Start of PROVIDED RECORDS
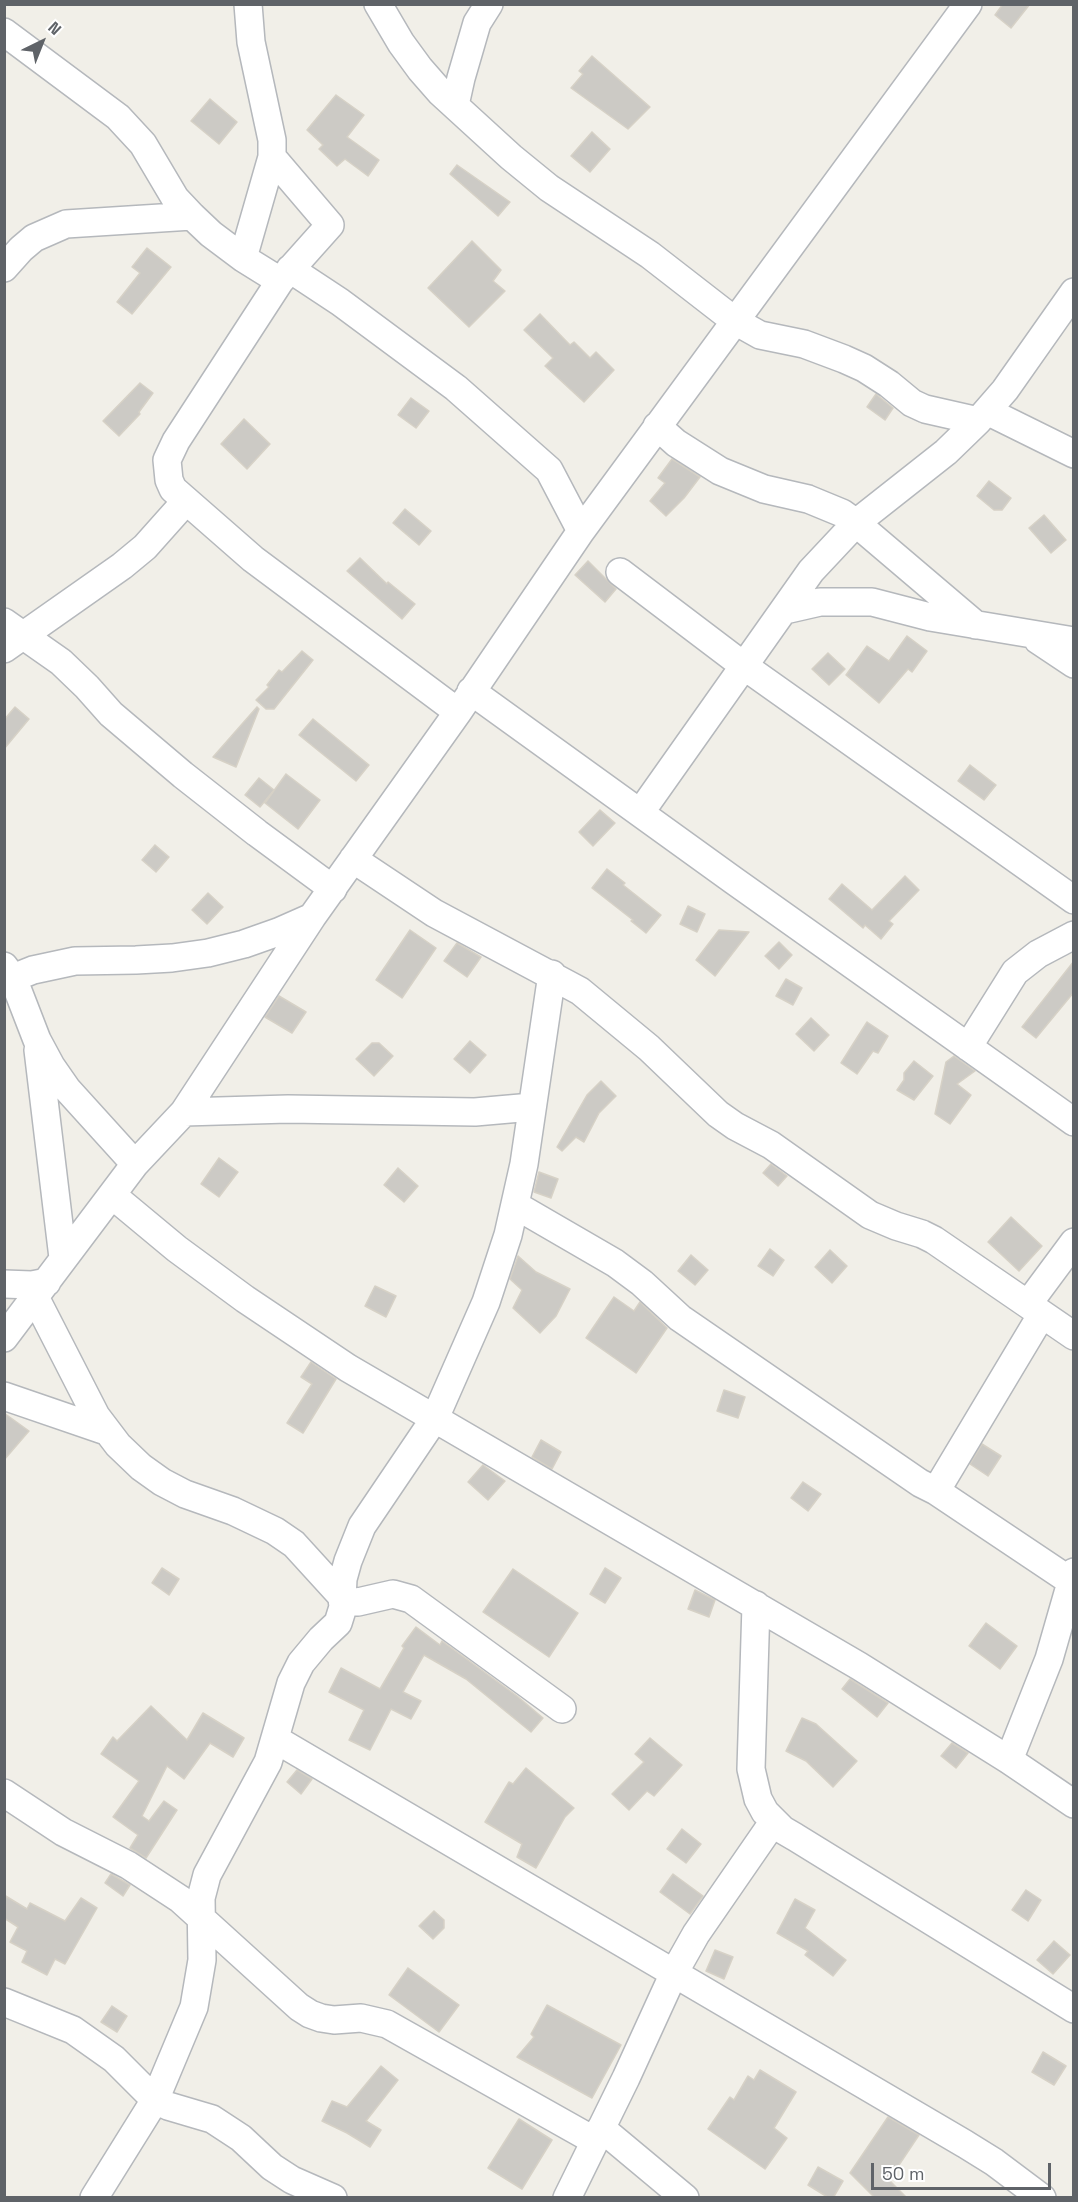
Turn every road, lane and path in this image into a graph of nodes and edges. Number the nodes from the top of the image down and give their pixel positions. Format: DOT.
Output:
graph roads {
  1 [pos="248,4"];
  2 [pos="378,4"];
  3 [pos="489,4"];
  4 [pos="968,4"];
  5 [pos="4,32"];
  6 [pos="455,105"];
  7 [pos="272,157"];
  8 [pos="192,216"];
  9 [pos="243,258"];
  10 [pos="4,268"];
  11 [pos="285,275"];
  12 [pos="1074,292"];
  13 [pos="735,321"];
  14 [pos="983,416"];
  15 [pos="657,426"];
  16 [pos="1074,454"];
  17 [pos="186,501"];
  18 [pos="856,523"];
  19 [pos="581,531"];
  20 [pos="620,572"];
  21 [pos="785,610"];
  22 [pos="976,625"];
  23 [pos="1030,634"];
  24 [pos="11,635"];
  25 [pos="1074,641"];
  26 [pos="1074,664"];
  27 [pos="744,666"];
  28 [pos="464,702"];
  29 [pos="640,813"];
  30 [pos="353,859"];
  31 [pos="333,889"];
  32 [pos="1074,900"];
  33 [pos="312,917"];
  34 [pos="1074,935"];
  35 [pos="552,974"];
  36 [pos="10,981"];
  37 [pos="37,1040"];
  38 [pos="968,1047"];
  39 [pos="532,1107"];
  40 [pos="184,1112"];
  41 [pos="1074,1122"];
  42 [pos="135,1164"];
  43 [pos="112,1195"];
  44 [pos="515,1205"];
  45 [pos="1074,1242"];
  46 [pos="63,1258"];
  47 [pos="4,1284"];
  48 [pos="41,1289"];
  49 [pos="1052,1321"];
  50 [pos="4,1338"];
  51 [pos="1074,1353"];
  52 [pos="4,1396"];
  53 [pos="435,1418"];
  54 [pos="106,1431"];
  55 [pos="936,1491"];
  56 [pos="1073,1577"];
  57 [pos="342,1598"];
  58 [pos="756,1605"];
  59 [pos="562,1709"];
  60 [pos="275,1739"];
  61 [pos="1009,1760"];
  62 [pos="4,1792"];
  63 [pos="1074,1804"];
  64 [pos="774,1821"];
  65 [pos="200,1915"];
  66 [pos="674,1972"];
  67 [pos="4,2002"];
  68 [pos="1074,2009"];
  69 [pos="155,2100"];
  70 [pos="598,2135"];
  71 [pos="94,2198"];
  72 [pos="333,2198"];
  73 [pos="567,2198"];
  74 [pos="685,2198"];
  75 [pos="1042,2198"];
  1 -- 7 [label="street"];
  2 -- 6 [label="street"];
  3 -- 6 [label="street"];
  4 -- 13 [label="street"];
  5 -- 8 [label="street"];
  6 -- 13 [label="street"];
  7 -- 9 [label="street"];
  7 -- 11 [label="street"];
  8 -- 9 [label="street"];
  8 -- 10 [label="street"];
  9 -- 11 [label="street"];
  11 -- 17 [label="street"];
  11 -- 19 [label="street"];
  12 -- 14 [label="street"];
  13 -- 14 [label="street"];
  13 -- 15 [label="street"];
  14 -- 16 [label="street"];
  14 -- 18 [label="street"];
  15 -- 18 [label="street"];
  15 -- 19 [label="street"];
  17 -- 24 [label="street"];
  17 -- 28 [label="street"];
  18 -- 21 [label="street"];
  18 -- 22 [label="street"];
  19 -- 28 [label="street"];
  20 -- 27 [label="street"];
  21 -- 22 [label="street"];
  21 -- 27 [label="street"];
  22 -- 23 [label="street"];
  23 -- 25 [label="street"];
  23 -- 26 [label="street"];
  24 -- 31 [label="street"];
  27 -- 29 [label="street"];
  27 -- 32 [label="street"];
  28 -- 29 [label="street"];
  28 -- 30 [label="street"];
  29 -- 38 [label="street"];
  30 -- 31 [label="street"];
  30 -- 35 [label="street"];
  31 -- 33 [label="street"];
  33 -- 36 [label="street"];
  33 -- 40 [label="street"];
  34 -- 38 [label="street"];
  35 -- 39 [label="street"];
  35 -- 49 [label="street"];
  36 -- 37 [label="street"];
  37 -- 42 [label="street"];
  37 -- 46 [label="street"];
  38 -- 41 [label="street"];
  39 -- 40 [label="street"];
  39 -- 44 [label="street"];
  40 -- 42 [label="street"];
  42 -- 43 [label="street"];
  43 -- 46 [label="street"];
  43 -- 53 [label="street"];
  44 -- 53 [label="street"];
  44 -- 55 [label="street"];
  45 -- 49 [label="street"];
  46 -- 48 [label="street"];
  47 -- 48 [label="street"];
  48 -- 50 [label="street"];
  48 -- 54 [label="street"];
  49 -- 51 [label="street"];
  49 -- 55 [label="street"];
  52 -- 54 [label="street"];
  53 -- 57 [label="street"];
  53 -- 58 [label="street"];
  54 -- 57 [label="street"];
  55 -- 56 [label="street"];
  56 -- 61 [label="street"];
  57 -- 59 [label="street"];
  57 -- 60 [label="street"];
  58 -- 61 [label="street"];
  58 -- 64 [label="street"];
  60 -- 65 [label="street"];
  60 -- 66 [label="street"];
  61 -- 63 [label="street"];
  62 -- 65 [label="street"];
  64 -- 66 [label="street"];
  64 -- 68 [label="street"];
  65 -- 69 [label="street"];
  65 -- 70 [label="street"];
  66 -- 70 [label="street"];
  66 -- 75 [label="street"];
  67 -- 69 [label="street"];
  69 -- 71 [label="street"];
  69 -- 72 [label="street"];
  70 -- 73 [label="street"];
  70 -- 74 [label="street"];
}
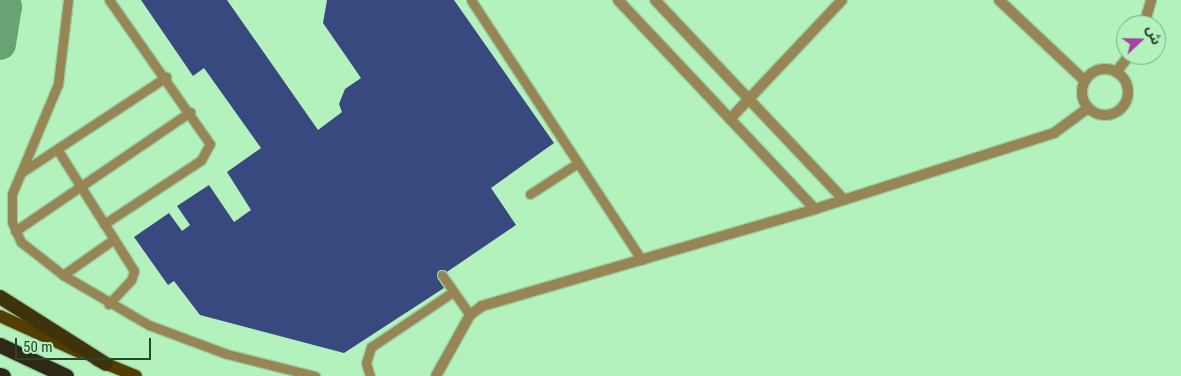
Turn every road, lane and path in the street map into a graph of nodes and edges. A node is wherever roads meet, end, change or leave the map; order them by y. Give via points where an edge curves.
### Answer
1 (68, 0) edge
2 (109, 0) edge
3 (471, 0) edge
4 (618, 0) edge
5 (655, 0) edge
6 (842, 0) edge
7 (999, 0) edge
8 (1152, 0) edge
9 (1147, 15) edge
10 (1122, 65) edge
11 (1116, 72) junction
12 (166, 77) junction
13 (1085, 81) junction
14 (748, 100) junction
15 (1088, 108) junction
16 (190, 112) junction
17 (730, 118) junction
18 (57, 149) junction
19 (578, 163) junction
20 (21, 173) junction
21 (80, 186) junction
22 (530, 194) dead end
23 (844, 200) junction
24 (814, 208) junction
25 (104, 224) junction
26 (14, 231) junction
27 (114, 239) junction
28 (642, 260) junction
29 (63, 275) junction
30 (442, 275) dead end
31 (453, 292) junction
32 (0, 297) edge
33 (109, 304) junction
34 (470, 315) junction
35 (0, 316) edge
36 (0, 345) edge
37 (106, 364) junction
38 (66, 376) edge
39 (136, 376) edge
40 (315, 376) edge
41 (370, 376) edge
42 (436, 376) edge

1 - 20 lane via 58,84
2 - 12 lane
3 - 19 lane
4 - 17 street
5 - 14 street
6 - 14 street
7 - 13 street
8 - 9 street
10 - 11 street
11 - 13 street via 1098,70
11 - 15 street via 1127,88 1123,106 1106,115
12 - 16 lane
12 - 18 lane
13 - 15 street via 1082,98
14 - 17 street
14 - 23 street
15 - 23 street via 1054,133
16 - 21 lane
16 - 25 lane via 208,138 206,156
17 - 24 street
18 - 20 lane
18 - 21 lane
19 - 22 lane
19 - 28 lane
20 - 26 lane via 10,203
21 - 25 lane
21 - 26 lane
23 - 24 street
24 - 28 street
25 - 27 lane
26 - 29 lane via 28,250
27 - 29 lane
27 - 33 lane via 134,274
28 - 34 street via 482,306
29 - 33 lane
30 - 31 lane
31 - 34 lane
31 - 41 lane via 371,347 366,363
32 - 37 highway
33 - 40 lane via 188,341
34 - 42 street
35 - 37 main road
36 - 38 highway
37 - 39 main road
End of PROVIDED RECORDS
WORK REQUEST: Write out every line above again exactly, with the pictures left out.

ANSWER AREA:
Turn every road, lane and path in this image into a graph of nodes and edges. Number the nodes from the top of the image down and give their pixel positions. Format: DOT.
Output:
graph roads {
  1 [pos="248,4"];
  2 [pos="378,4"];
  3 [pos="489,4"];
  4 [pos="968,4"];
  5 [pos="4,32"];
  6 [pos="455,105"];
  7 [pos="272,157"];
  8 [pos="192,216"];
  9 [pos="243,258"];
  10 [pos="4,268"];
  11 [pos="285,275"];
  12 [pos="1074,292"];
  13 [pos="735,321"];
  14 [pos="983,416"];
  15 [pos="657,426"];
  16 [pos="1074,454"];
  17 [pos="186,501"];
  18 [pos="856,523"];
  19 [pos="581,531"];
  20 [pos="620,572"];
  21 [pos="785,610"];
  22 [pos="976,625"];
  23 [pos="1030,634"];
  24 [pos="11,635"];
  25 [pos="1074,641"];
  26 [pos="1074,664"];
  27 [pos="744,666"];
  28 [pos="464,702"];
  29 [pos="640,813"];
  30 [pos="353,859"];
  31 [pos="333,889"];
  32 [pos="1074,900"];
  33 [pos="312,917"];
  34 [pos="1074,935"];
  35 [pos="552,974"];
  36 [pos="10,981"];
  37 [pos="37,1040"];
  38 [pos="968,1047"];
  39 [pos="532,1107"];
  40 [pos="184,1112"];
  41 [pos="1074,1122"];
  42 [pos="135,1164"];
  43 [pos="112,1195"];
  44 [pos="515,1205"];
  45 [pos="1074,1242"];
  46 [pos="63,1258"];
  47 [pos="4,1284"];
  48 [pos="41,1289"];
  49 [pos="1052,1321"];
  50 [pos="4,1338"];
  51 [pos="1074,1353"];
  52 [pos="4,1396"];
  53 [pos="435,1418"];
  54 [pos="106,1431"];
  55 [pos="936,1491"];
  56 [pos="1073,1577"];
  57 [pos="342,1598"];
  58 [pos="756,1605"];
  59 [pos="562,1709"];
  60 [pos="275,1739"];
  61 [pos="1009,1760"];
  62 [pos="4,1792"];
  63 [pos="1074,1804"];
  64 [pos="774,1821"];
  65 [pos="200,1915"];
  66 [pos="674,1972"];
  67 [pos="4,2002"];
  68 [pos="1074,2009"];
  69 [pos="155,2100"];
  70 [pos="598,2135"];
  71 [pos="94,2198"];
  72 [pos="333,2198"];
  73 [pos="567,2198"];
  74 [pos="685,2198"];
  75 [pos="1042,2198"];
  1 -- 7 [label="street"];
  2 -- 6 [label="street"];
  3 -- 6 [label="street"];
  4 -- 13 [label="street"];
  5 -- 8 [label="street"];
  6 -- 13 [label="street"];
  7 -- 9 [label="street"];
  7 -- 11 [label="street"];
  8 -- 9 [label="street"];
  8 -- 10 [label="street"];
  9 -- 11 [label="street"];
  11 -- 17 [label="street"];
  11 -- 19 [label="street"];
  12 -- 14 [label="street"];
  13 -- 14 [label="street"];
  13 -- 15 [label="street"];
  14 -- 16 [label="street"];
  14 -- 18 [label="street"];
  15 -- 18 [label="street"];
  15 -- 19 [label="street"];
  17 -- 24 [label="street"];
  17 -- 28 [label="street"];
  18 -- 21 [label="street"];
  18 -- 22 [label="street"];
  19 -- 28 [label="street"];
  20 -- 27 [label="street"];
  21 -- 22 [label="street"];
  21 -- 27 [label="street"];
  22 -- 23 [label="street"];
  23 -- 25 [label="street"];
  23 -- 26 [label="street"];
  24 -- 31 [label="street"];
  27 -- 29 [label="street"];
  27 -- 32 [label="street"];
  28 -- 29 [label="street"];
  28 -- 30 [label="street"];
  29 -- 38 [label="street"];
  30 -- 31 [label="street"];
  30 -- 35 [label="street"];
  31 -- 33 [label="street"];
  33 -- 36 [label="street"];
  33 -- 40 [label="street"];
  34 -- 38 [label="street"];
  35 -- 39 [label="street"];
  35 -- 49 [label="street"];
  36 -- 37 [label="street"];
  37 -- 42 [label="street"];
  37 -- 46 [label="street"];
  38 -- 41 [label="street"];
  39 -- 40 [label="street"];
  39 -- 44 [label="street"];
  40 -- 42 [label="street"];
  42 -- 43 [label="street"];
  43 -- 46 [label="street"];
  43 -- 53 [label="street"];
  44 -- 53 [label="street"];
  44 -- 55 [label="street"];
  45 -- 49 [label="street"];
  46 -- 48 [label="street"];
  47 -- 48 [label="street"];
  48 -- 50 [label="street"];
  48 -- 54 [label="street"];
  49 -- 51 [label="street"];
  49 -- 55 [label="street"];
  52 -- 54 [label="street"];
  53 -- 57 [label="street"];
  53 -- 58 [label="street"];
  54 -- 57 [label="street"];
  55 -- 56 [label="street"];
  56 -- 61 [label="street"];
  57 -- 59 [label="street"];
  57 -- 60 [label="street"];
  58 -- 61 [label="street"];
  58 -- 64 [label="street"];
  60 -- 65 [label="street"];
  60 -- 66 [label="street"];
  61 -- 63 [label="street"];
  62 -- 65 [label="street"];
  64 -- 66 [label="street"];
  64 -- 68 [label="street"];
  65 -- 69 [label="street"];
  65 -- 70 [label="street"];
  66 -- 70 [label="street"];
  66 -- 75 [label="street"];
  67 -- 69 [label="street"];
  69 -- 71 [label="street"];
  69 -- 72 [label="street"];
  70 -- 73 [label="street"];
  70 -- 74 [label="street"];
}
Turn every road, lane and path in the street map into a graph of nodes and edges. A node is wherever roads meet, end, change or leave the map; order them by y. Give via points where an edge curves.
### Answer
1 (68, 0) edge
2 (109, 0) edge
3 (471, 0) edge
4 (618, 0) edge
5 (655, 0) edge
6 (842, 0) edge
7 (999, 0) edge
8 (1152, 0) edge
9 (1147, 15) edge
10 (1122, 65) edge
11 (1116, 72) junction
12 (166, 77) junction
13 (1085, 81) junction
14 (748, 100) junction
15 (1088, 108) junction
16 (190, 112) junction
17 (730, 118) junction
18 (57, 149) junction
19 (578, 163) junction
20 (21, 173) junction
21 (80, 186) junction
22 (530, 194) dead end
23 (844, 200) junction
24 (814, 208) junction
25 (104, 224) junction
26 (14, 231) junction
27 (114, 239) junction
28 (642, 260) junction
29 (63, 275) junction
30 (442, 275) dead end
31 (453, 292) junction
32 (0, 297) edge
33 (109, 304) junction
34 (470, 315) junction
35 (0, 316) edge
36 (0, 345) edge
37 (106, 364) junction
38 (66, 376) edge
39 (136, 376) edge
40 (315, 376) edge
41 (370, 376) edge
42 (436, 376) edge

1 - 20 lane via 58,84
2 - 12 lane
3 - 19 lane
4 - 17 street
5 - 14 street
6 - 14 street
7 - 13 street
8 - 9 street
10 - 11 street
11 - 13 street via 1098,70
11 - 15 street via 1127,88 1123,106 1106,115
12 - 16 lane
12 - 18 lane
13 - 15 street via 1082,98
14 - 17 street
14 - 23 street
15 - 23 street via 1054,133
16 - 21 lane
16 - 25 lane via 208,138 206,156
17 - 24 street
18 - 20 lane
18 - 21 lane
19 - 22 lane
19 - 28 lane
20 - 26 lane via 10,203
21 - 25 lane
21 - 26 lane
23 - 24 street
24 - 28 street
25 - 27 lane
26 - 29 lane via 28,250
27 - 29 lane
27 - 33 lane via 134,274
28 - 34 street via 482,306
29 - 33 lane
30 - 31 lane
31 - 34 lane
31 - 41 lane via 371,347 366,363
32 - 37 highway
33 - 40 lane via 188,341
34 - 42 street
35 - 37 main road
36 - 38 highway
37 - 39 main road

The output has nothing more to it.